“Ay,” replied Lady Whitburn, “she must up—don her clothes, and away with me.”

“Hush, I pray you, madam. How, how, Grisell, my poor child. Call Master Miles, Maudlin! Give me that water.” The Countess was raising the poor child in her arms, and against her bosom, for the shock of that glance in the mirror, followed by the maid’s harsh reproaches, and fright at the arrival of the two ladies, had brought on a choking, hysterical sort of convulsive fit, and the poor girl writhed and gasped on Lady Salisbury’s breast, while her mother exclaimed, “Heed her not, Lady; it is all put on to hinder me from taking her home. If she could go stealing to your room—”

“No, no,” broke out a weeping, frightened voice. “It was I, Lady Aunt. You bade me never tell her how her poor face looked, and when she begged and prayed me, I did not say, but I fetched the mirror. Oh! oh! It has not been the death of her.”

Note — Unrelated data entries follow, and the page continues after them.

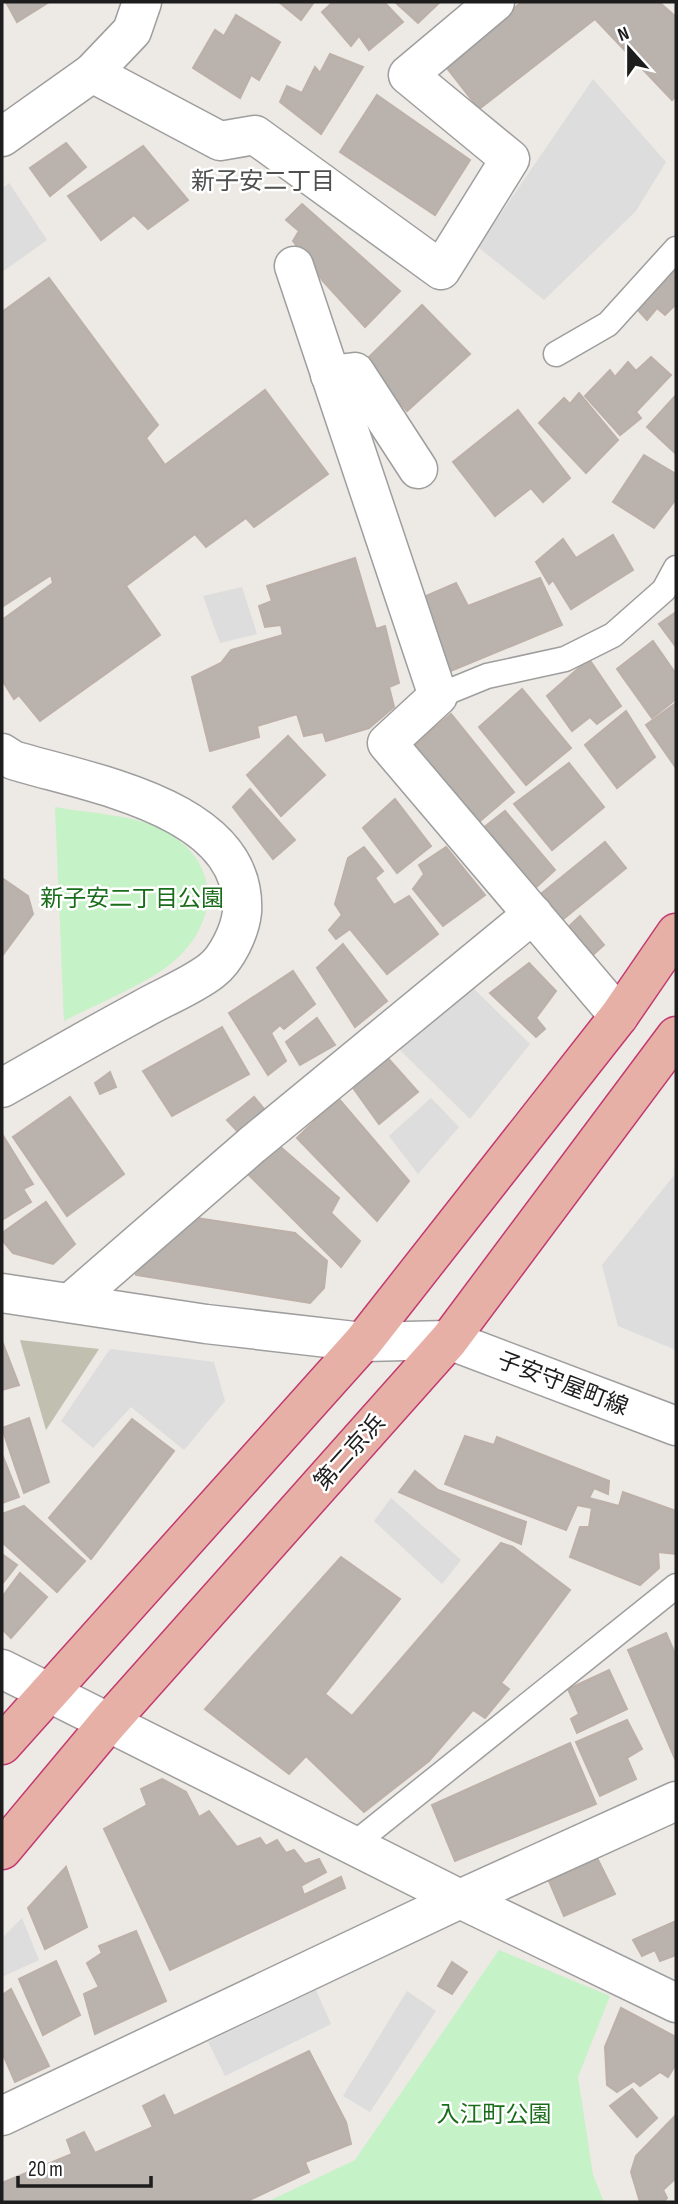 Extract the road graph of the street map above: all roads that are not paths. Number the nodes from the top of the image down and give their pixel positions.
1 (142, 2) edge
2 (495, 2) edge
3 (92, 73) junction
4 (2, 137) edge
5 (676, 249) edge
6 (294, 266) dead end
7 (555, 354) dead end
8 (330, 375) junction
9 (418, 469) dead end
10 (676, 568) edge
11 (438, 696) junction
12 (2, 753) edge
13 (533, 914) junction
14 (676, 933) edge
15 (619, 1016) junction
16 (674, 1043) edge
17 (2, 1088) edge
18 (2, 1293) edge
19 (70, 1303) junction
20 (449, 1340) junction
21 (363, 1342) junction
22 (676, 1426) edge
23 (676, 1586) edge
24 (2, 1670) edge
25 (47, 1691) junction
26 (109, 1722) junction
27 (2, 1745) edge
28 (676, 1801) edge
29 (353, 1845) junction
30 (2, 1850) edge
31 (460, 1899) junction
32 (676, 2003) edge
33 (2, 2116) edge

1 - 3 street
2 - 3 street
3 - 4 street
5 - 7 lane
6 - 8 street
8 - 9 street
8 - 11 street
10 - 11 lane
11 - 13 street
12 - 17 street
13 - 15 street
13 - 19 street
14 - 15 highway
15 - 21 highway
16 - 20 highway, 第二京浜
18 - 19 street
19 - 21 street
20 - 21 street
20 - 22 street, 子安守屋町線
20 - 26 highway, 第二京浜
21 - 25 highway
23 - 29 lane
24 - 25 street
25 - 26 street
25 - 27 highway
26 - 29 street
26 - 30 highway, 第二京浜
28 - 31 street
29 - 31 street
31 - 32 street
31 - 33 street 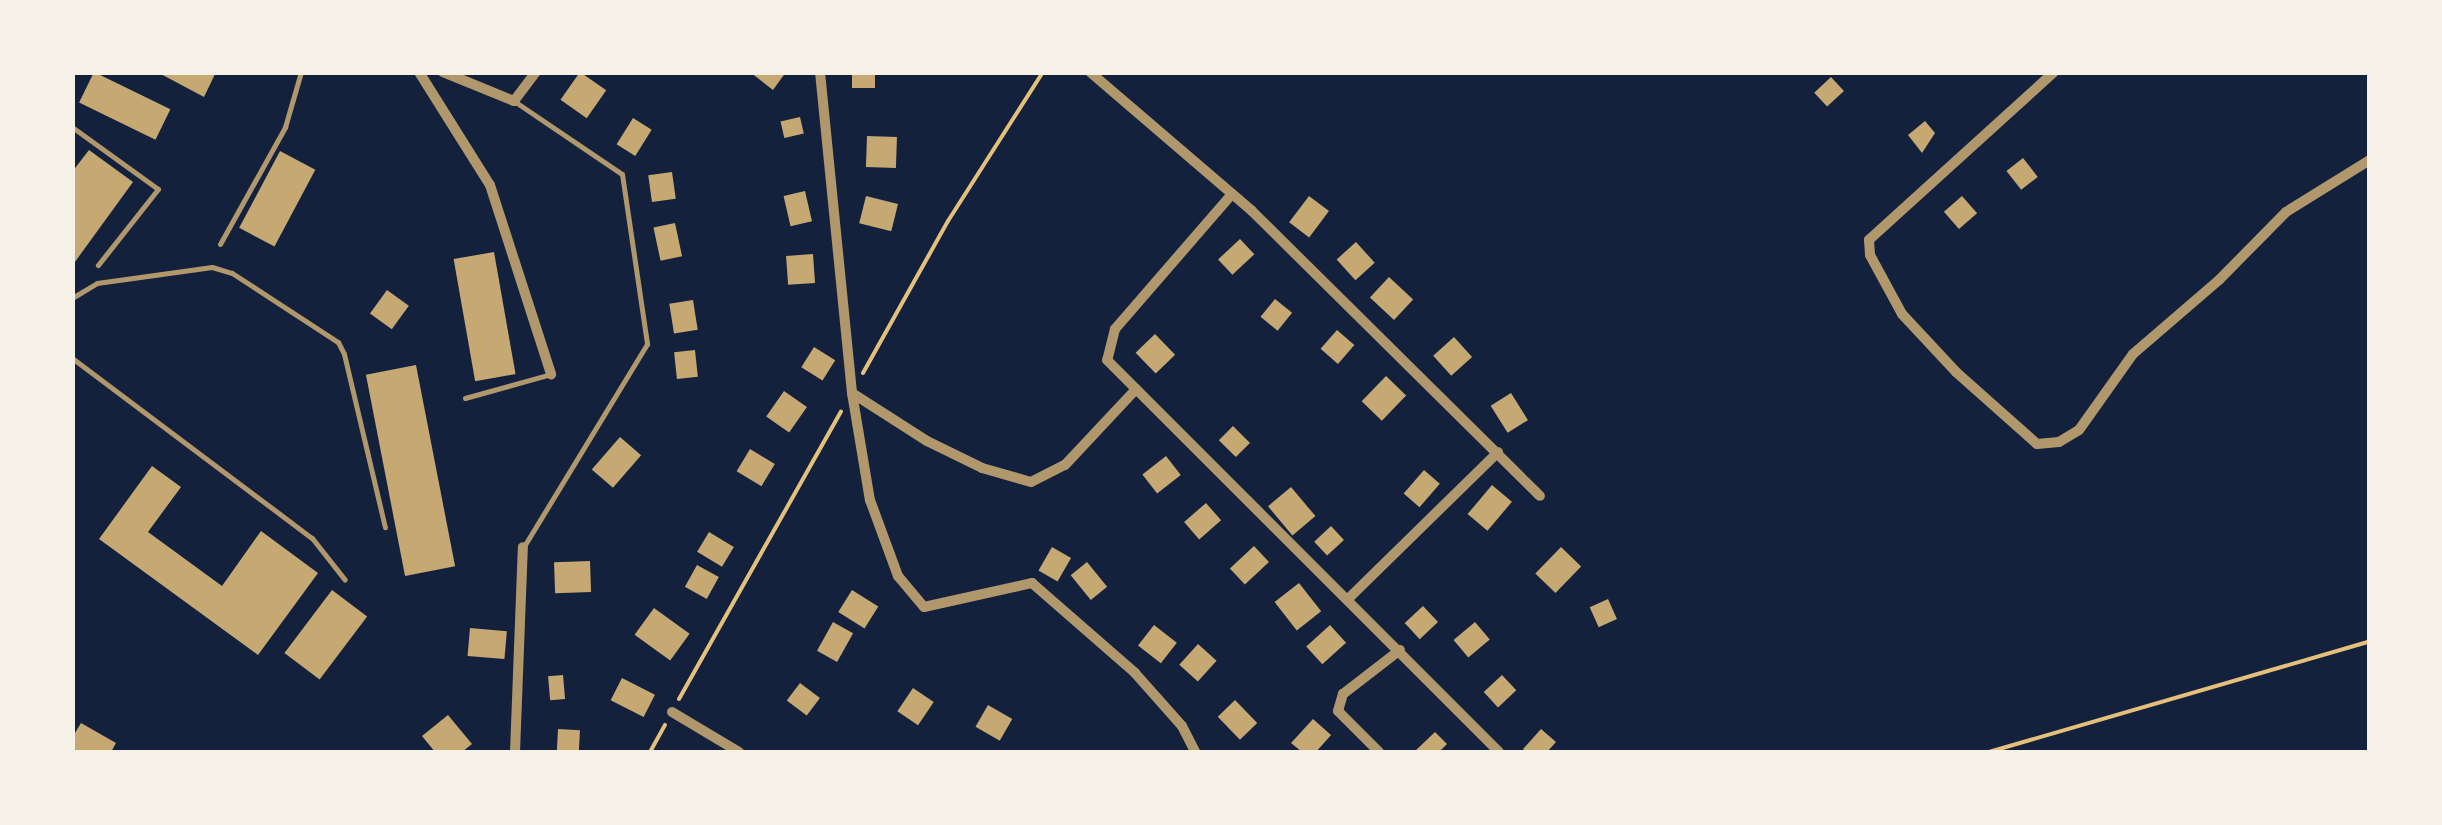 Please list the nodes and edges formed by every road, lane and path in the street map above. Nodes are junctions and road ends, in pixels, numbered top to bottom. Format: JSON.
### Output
{"nodes":[{"id":1,"x":302,"y":72,"type":"edge"},
{"id":2,"x":420,"y":72,"type":"edge"},
{"id":3,"x":443,"y":72,"type":"edge"},
{"id":4,"x":536,"y":72,"type":"edge"},
{"id":5,"x":820,"y":72,"type":"edge"},
{"id":6,"x":1090,"y":72,"type":"edge"},
{"id":7,"x":2054,"y":72,"type":"edge"},
{"id":8,"x":514,"y":101,"type":"junction"},
{"id":9,"x":72,"y":127,"type":"edge"},
{"id":10,"x":2370,"y":160,"type":"edge"},
{"id":11,"x":1232,"y":194,"type":"junction"},
{"id":12,"x":220,"y":244,"type":"dead end"},
{"id":13,"x":98,"y":265,"type":"dead end"},
{"id":14,"x":72,"y":298,"type":"edge"},
{"id":15,"x":72,"y":358,"type":"edge"},
{"id":16,"x":550,"y":374,"type":"joint"},
{"id":17,"x":1136,"y":389,"type":"junction"},
{"id":18,"x":852,"y":394,"type":"junction"},
{"id":19,"x":465,"y":398,"type":"dead end"},
{"id":20,"x":1498,"y":452,"type":"junction"},
{"id":21,"x":1540,"y":496,"type":"dead end"},
{"id":22,"x":385,"y":528,"type":"dead end"},
{"id":23,"x":523,"y":547,"type":"joint"},
{"id":24,"x":345,"y":580,"type":"dead end"},
{"id":25,"x":1348,"y":598,"type":"junction"},
{"id":26,"x":2370,"y":640,"type":"edge"},
{"id":27,"x":1400,"y":650,"type":"junction"},
{"id":28,"x":672,"y":712,"type":"dead end"},
{"id":29,"x":719,"y":747,"type":"edge"},
{"id":30,"x":515,"y":752,"type":"edge"},
{"id":31,"x":739,"y":752,"type":"edge"},
{"id":32,"x":1195,"y":752,"type":"edge"},
{"id":33,"x":1378,"y":752,"type":"edge"},
{"id":34,"x":1499,"y":752,"type":"edge"},
{"id":35,"x":1989,"y":752,"type":"edge"}],
"edges":[{"from":1,"to":12,"type":"lane"},
{"from":2,"to":16,"type":"street"},
{"from":3,"to":8,"type":"street"},
{"from":4,"to":8,"type":"street"},
{"from":5,"to":18,"type":"street"},
{"from":6,"to":11,"type":"street"},
{"from":7,"to":10,"type":"street"},
{"from":8,"to":23,"type":"lane"},
{"from":9,"to":13,"type":"lane"},
{"from":11,"to":17,"type":"street"},
{"from":11,"to":20,"type":"street"},
{"from":14,"to":22,"type":"lane"},
{"from":15,"to":24,"type":"lane"},
{"from":16,"to":19,"type":"lane"},
{"from":17,"to":18,"type":"street"},
{"from":17,"to":25,"type":"street"},
{"from":18,"to":32,"type":"street"},
{"from":20,"to":21,"type":"street"},
{"from":20,"to":25,"type":"street"},
{"from":23,"to":30,"type":"street"},
{"from":25,"to":27,"type":"street"},
{"from":26,"to":35,"type":"path"},
{"from":27,"to":33,"type":"street"},
{"from":27,"to":34,"type":"street"},
{"from":28,"to":29,"type":"street"},
{"from":29,"to":31,"type":"street"}]}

“Nay, nay, by God’s blessing! Take away the glass, Margaret. Go and tell thy beads, child; thou hast done much scathe unwittingly! Ah, Master Miles, come to the poor maid’s aid. Canst do aught for her?”

“These humours must be drawn off, my lady,” said the barber-surgeon, who advanced to the bed, and felt the pulse of the poor little patient. “I must let her blood.”

Maudlin, whose charge she was, came to his help, and Countess Alice still held her up, while, after the practice of those days, he bled the already almost unconscious child, till she fainted and was laid down again on her pillows, under the keeping of Maudlin, while the clanging of the great bell called the family down to the meal which broke fast, whether to be called breakfast or dinner.

It was plain that Grisell was in no state to be taken on a journey, and her mother went grumbling down the stair at the unchancy bairn always doing scathe.

Lord Salisbury, beside whom she sat, courteously, though perhaps hardly willingly, invited her to remain till her daughter was ready to move.

“Nay, my Lord, I am beholden to you, but I may scarce do that. I be sorely needed at Whitburn Tower. The knaves go all agee when both my lord and myself have our backs turned, and my lad bairns—worth a dozen of yon whining maid—should no longer be left to old Cuthbert Ridley and Nurse. Now the Queen and Somerset have their way ’tis all misrule, and who knows what the Scots may do?”

“There are Nevils and Dacres enough between Whitburn and the Border,” observed the Earl gravely. However, the visitor was not such an agreeable one as to make him anxious to press her stay beyond what hospitality demanded, and his wife could not bear to think of giving over her poor little patient to such usage as she would have met with on the journey.